Geschlechterneutrale Sprache: So genderst du richtig
Foto: Tim Mossholder / Unsplash

Auch wenn das Gendern noch größtenteils freiwillig ist, gibt es viele Wege seine Texte politisch korrekter zu formulieren: MADS zeigt euch einige davon.


Ob Binnen-I, Unterstrich oder Sternchen: Mittlerweile gibt es etliche verschiedene Möglichkeiten mithilfe von Gender-Formulierungen politisch korrekt zu schreiben und zu sprechen. Heute gilt es als allgemein gängig Jobanzeigen neutral zu formulieren oder ein „(m/w/d)“ – also die Abkürzungen für männlich, weiblich und divers – hinter die Stellenbezeichnung zu setzen. Einige Studien belegen sogar, dass durch die geschlechtergerechte Sprache die Geschlechterassoziationen vieler Berufe aufgehoben werden und sogar die Zahlen der Bewerbungen steigen.

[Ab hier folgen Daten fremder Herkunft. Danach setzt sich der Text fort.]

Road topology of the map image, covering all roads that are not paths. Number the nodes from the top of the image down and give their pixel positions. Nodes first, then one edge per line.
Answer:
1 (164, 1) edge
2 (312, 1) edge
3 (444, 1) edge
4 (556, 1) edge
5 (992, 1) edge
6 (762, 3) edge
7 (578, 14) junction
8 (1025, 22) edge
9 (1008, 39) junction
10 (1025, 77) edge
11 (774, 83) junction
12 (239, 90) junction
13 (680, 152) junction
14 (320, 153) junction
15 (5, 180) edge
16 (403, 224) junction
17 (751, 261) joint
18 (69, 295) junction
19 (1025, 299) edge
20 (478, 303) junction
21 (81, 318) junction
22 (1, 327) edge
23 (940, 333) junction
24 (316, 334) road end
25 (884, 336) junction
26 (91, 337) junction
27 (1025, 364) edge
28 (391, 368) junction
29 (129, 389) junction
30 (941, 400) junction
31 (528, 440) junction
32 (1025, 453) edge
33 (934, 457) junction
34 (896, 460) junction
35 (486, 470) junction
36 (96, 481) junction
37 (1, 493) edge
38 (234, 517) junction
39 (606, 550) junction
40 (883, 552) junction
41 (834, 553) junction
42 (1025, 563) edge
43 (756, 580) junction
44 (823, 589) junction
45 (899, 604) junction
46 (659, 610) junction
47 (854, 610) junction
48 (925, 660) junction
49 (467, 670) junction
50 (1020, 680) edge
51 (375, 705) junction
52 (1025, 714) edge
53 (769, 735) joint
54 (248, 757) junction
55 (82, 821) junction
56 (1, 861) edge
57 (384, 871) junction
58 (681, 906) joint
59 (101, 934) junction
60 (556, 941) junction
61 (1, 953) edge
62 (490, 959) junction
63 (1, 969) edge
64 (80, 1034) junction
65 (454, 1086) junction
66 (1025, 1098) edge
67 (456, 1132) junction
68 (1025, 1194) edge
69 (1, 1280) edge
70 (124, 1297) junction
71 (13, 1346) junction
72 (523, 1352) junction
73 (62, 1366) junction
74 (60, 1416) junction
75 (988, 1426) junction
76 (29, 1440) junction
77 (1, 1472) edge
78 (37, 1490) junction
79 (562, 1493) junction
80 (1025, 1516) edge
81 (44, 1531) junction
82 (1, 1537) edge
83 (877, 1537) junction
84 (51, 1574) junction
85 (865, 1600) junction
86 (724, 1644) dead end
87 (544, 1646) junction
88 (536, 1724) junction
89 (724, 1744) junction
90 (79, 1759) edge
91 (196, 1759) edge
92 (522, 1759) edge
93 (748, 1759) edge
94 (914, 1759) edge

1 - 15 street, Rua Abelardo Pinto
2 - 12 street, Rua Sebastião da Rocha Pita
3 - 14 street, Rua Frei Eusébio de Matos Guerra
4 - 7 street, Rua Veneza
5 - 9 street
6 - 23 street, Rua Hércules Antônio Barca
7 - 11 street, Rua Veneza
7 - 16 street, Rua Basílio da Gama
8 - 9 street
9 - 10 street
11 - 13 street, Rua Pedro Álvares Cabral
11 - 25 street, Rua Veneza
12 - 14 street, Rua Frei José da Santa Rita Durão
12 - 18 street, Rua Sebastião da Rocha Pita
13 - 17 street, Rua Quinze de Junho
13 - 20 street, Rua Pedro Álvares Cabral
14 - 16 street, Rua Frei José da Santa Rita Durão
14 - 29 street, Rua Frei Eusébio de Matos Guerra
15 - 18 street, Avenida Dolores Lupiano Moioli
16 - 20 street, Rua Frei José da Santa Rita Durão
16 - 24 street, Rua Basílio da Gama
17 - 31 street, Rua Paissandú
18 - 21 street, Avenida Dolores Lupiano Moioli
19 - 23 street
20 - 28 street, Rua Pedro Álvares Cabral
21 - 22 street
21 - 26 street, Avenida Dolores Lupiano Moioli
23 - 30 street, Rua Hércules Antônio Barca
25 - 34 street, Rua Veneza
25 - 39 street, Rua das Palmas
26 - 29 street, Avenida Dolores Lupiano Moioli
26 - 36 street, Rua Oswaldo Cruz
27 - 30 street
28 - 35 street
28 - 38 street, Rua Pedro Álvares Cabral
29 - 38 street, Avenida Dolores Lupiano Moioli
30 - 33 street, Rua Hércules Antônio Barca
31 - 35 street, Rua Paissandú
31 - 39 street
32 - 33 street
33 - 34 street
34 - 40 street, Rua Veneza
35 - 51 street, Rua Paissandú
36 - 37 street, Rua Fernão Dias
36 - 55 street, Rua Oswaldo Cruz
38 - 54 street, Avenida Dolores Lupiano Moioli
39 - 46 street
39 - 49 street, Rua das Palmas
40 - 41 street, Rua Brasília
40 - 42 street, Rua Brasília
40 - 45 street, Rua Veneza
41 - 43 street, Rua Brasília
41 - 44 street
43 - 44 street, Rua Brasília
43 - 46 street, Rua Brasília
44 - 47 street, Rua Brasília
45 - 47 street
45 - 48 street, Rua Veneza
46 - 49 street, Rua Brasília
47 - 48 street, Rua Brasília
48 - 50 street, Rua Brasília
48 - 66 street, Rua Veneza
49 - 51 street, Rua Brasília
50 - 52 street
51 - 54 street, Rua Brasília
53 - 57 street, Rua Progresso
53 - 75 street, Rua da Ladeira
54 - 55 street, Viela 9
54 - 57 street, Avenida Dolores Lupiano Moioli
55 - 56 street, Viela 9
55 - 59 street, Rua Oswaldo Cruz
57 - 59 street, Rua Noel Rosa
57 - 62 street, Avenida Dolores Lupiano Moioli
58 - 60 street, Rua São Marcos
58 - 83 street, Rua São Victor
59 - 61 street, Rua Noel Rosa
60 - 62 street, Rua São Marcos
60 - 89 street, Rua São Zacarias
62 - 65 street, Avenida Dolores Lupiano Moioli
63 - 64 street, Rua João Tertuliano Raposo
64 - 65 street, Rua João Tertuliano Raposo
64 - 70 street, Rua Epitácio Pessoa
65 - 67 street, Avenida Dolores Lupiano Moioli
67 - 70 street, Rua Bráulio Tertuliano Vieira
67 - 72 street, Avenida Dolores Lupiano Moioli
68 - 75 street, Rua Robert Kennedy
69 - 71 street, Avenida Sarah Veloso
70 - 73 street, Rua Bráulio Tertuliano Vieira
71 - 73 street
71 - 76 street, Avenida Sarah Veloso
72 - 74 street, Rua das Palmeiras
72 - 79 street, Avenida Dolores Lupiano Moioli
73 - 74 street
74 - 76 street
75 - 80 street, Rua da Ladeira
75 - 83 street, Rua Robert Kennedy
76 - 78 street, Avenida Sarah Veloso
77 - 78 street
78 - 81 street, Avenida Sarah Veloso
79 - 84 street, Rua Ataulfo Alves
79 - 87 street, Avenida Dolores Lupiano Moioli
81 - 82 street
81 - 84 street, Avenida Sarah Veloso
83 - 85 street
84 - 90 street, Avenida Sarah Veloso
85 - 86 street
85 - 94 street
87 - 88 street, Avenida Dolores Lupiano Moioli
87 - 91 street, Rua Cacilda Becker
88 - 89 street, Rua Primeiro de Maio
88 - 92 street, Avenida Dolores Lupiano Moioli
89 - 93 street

Nun beginnt sich der von Konservativen wüst beschimpfte „Gender-Wahn“ Schritt für Schritt auch in Alltagssprache und Schrift zu implementieren. Die Verwendung gilt nach wie vor als umstritten. Der Vorwurf: Die neuen Schreibweisen würden den Lesefluss behindern und seien überflüssig. Dennoch steht zweifellos fest, dass Sprache unser Alltagsdenken beeinflusst und Geschlechterrollen die Entfaltung der Persönlichkeit einschränken.

Hier sind einige Wege, beide Geschlechter anzusprechen:

– Klassische Paarform (Schüler und Schülerinnen)
– Einklammerung (Bäcker(innen))
– Schrägstrich (Richter/innen)
– Binnen-I (AnwältInnen)
– Neutrale Schreibweise (Studierende, Krankenpflegende)

In der gesprochenen Sprache kann die Ansprache beider Geschlechter durch eine kurze Pause zwischen den Wortteilen angedeutet werden (Gärtner – innen).

Das Gendersternchen (Verkäufer*innen) bietet außerdem eine Möglichkeit im Sinne der Queer Bewegung nicht nur die binären, männlich und weiblichen Geschlechter anzureden, sondern auch alle anderen, die nicht nur unter Beachtung von biologischen, sondern auch identitären Anhaltspunkten entstehen.

Auch der Doppelpunkt (Bürgermeister:innen) ist eine Möglichkeit und eine alternative Schreibweise zum Gendersternchen. Es sollen neben der weiblichen und männlichen Form auch Menschen angesprochen werden, die sich keinem Geschlecht zuordnen weder dem männlichen noch dem weiblichen Geschlecht zuordnen möchten.

Ein laufender Prozess

Noch sind wir weit von einer geschlechtergerechten Revolution der Sprachgewohnheit entfernt – doch Tradition ist keine Logik in sich. Jede Veränderung ist anfangs ungewohnt – auch ich musste mich erst an Binnen-I, Gendersternchen und Co. anfreunden.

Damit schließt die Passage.